The dream is coming to fruition. With the help of Chris Wagnon of the Maryland National Capital Area Parks and Planning Commission (which owns the mansion and surrounding grounds) a kitchen is to be built in the carriage house.
The commission is fitting out the room with bricks and other materials recycled from ruins. The Friends of Montpelier is furnishing the interior.
"We do have a little bit of money," Morris said. "Not nearly enough. All these things are very expensive. We'll have a combination of antiques and reproductions - things that have to be fitted."
An antiques collector, Morris is keeping an eye out for items similar to those in the 1831 inventory. Among them is a quail oven - a small oven fitted out with hooks inside to roast a dozen birds for dinner.
The group also seeks a sturdy kitchen table, dressers and sideboards that would have been in such a kitchen, as well as pitchers, bowls, Dutch ovens and other paraphernalia necessary to prepare meals.
The goal is to have a demonstration kitchen that visitors can walk through.
The docents also plan to hold more hands-on workshops for school groups and Scouts. "We hope this will be a teaching tool for visitors," Morris said.
The live auction will be held Sept. 29 at the mansion; John Whitman will be the auctioneer.

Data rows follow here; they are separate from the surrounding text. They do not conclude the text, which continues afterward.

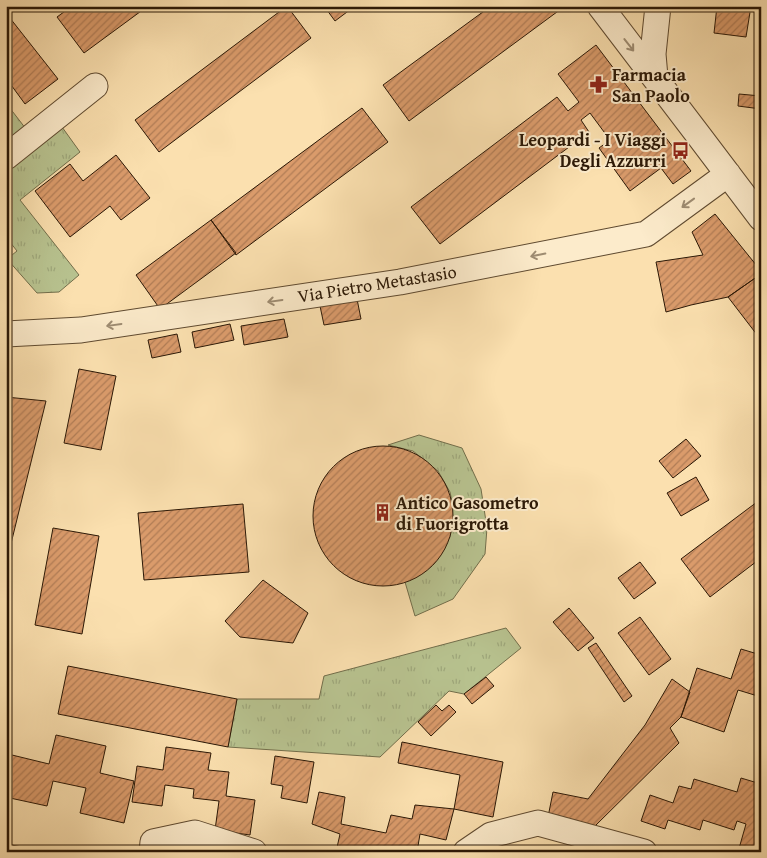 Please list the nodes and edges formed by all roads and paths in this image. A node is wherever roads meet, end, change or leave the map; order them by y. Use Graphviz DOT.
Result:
graph roads {
  1 [pos="600,6"];
  2 [pos="658,6"];
  3 [pos="654,77"];
  4 [pos="94,86"];
  5 [pos="6,157"];
  6 [pos="728,174"];
  7 [pos="761,218"];
  8 [pos="6,334"];
  9 [pos="152,852"];
  10 [pos="254,852"];
  11 [pos="466,852"];
  12 [pos="644,852"];
  1 -- 3 [label="street, one-way"];
  2 -- 3 [label="street"];
  3 -- 6 [label="street"];
  4 -- 5 [label="street"];
  6 -- 7 [label="street"];
  6 -- 8 [label="street, Via Pietro Metastasio, one-way"];
  9 -- 10 [label="street"];
  11 -- 12 [label="street"];
}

The Friends of Montpelier are looking for contributions to make this event a success. Don Dalphonse and Debbie Funkhauser, two members charged with canvassing businesses, are looking for donations ranging from antiques (a favorite among this crowd of amateur historians) to restaurant vouchers and gift certificates.
If spring is in the air, surely someone is doing spring cleaning. The issue, of course, is what to do with all that unwanted stuff. The folks at Savage United Methodist Church have a solution - sell it. The church is holding a yard sale at 8 a.m. tomorrow.
Vendors who need a table can rent one for $10. The church is at Baltimore and Foundry streets in Savage.
Stephen Ricketts, for two years the pastoral intern at Emmanuel United Methodist Church of Scaggsville, has graduated from Wesley Seminary. He is leaving Emmanuel to serve as associate pastor at Damascus-Friendship United Methodist Church in July.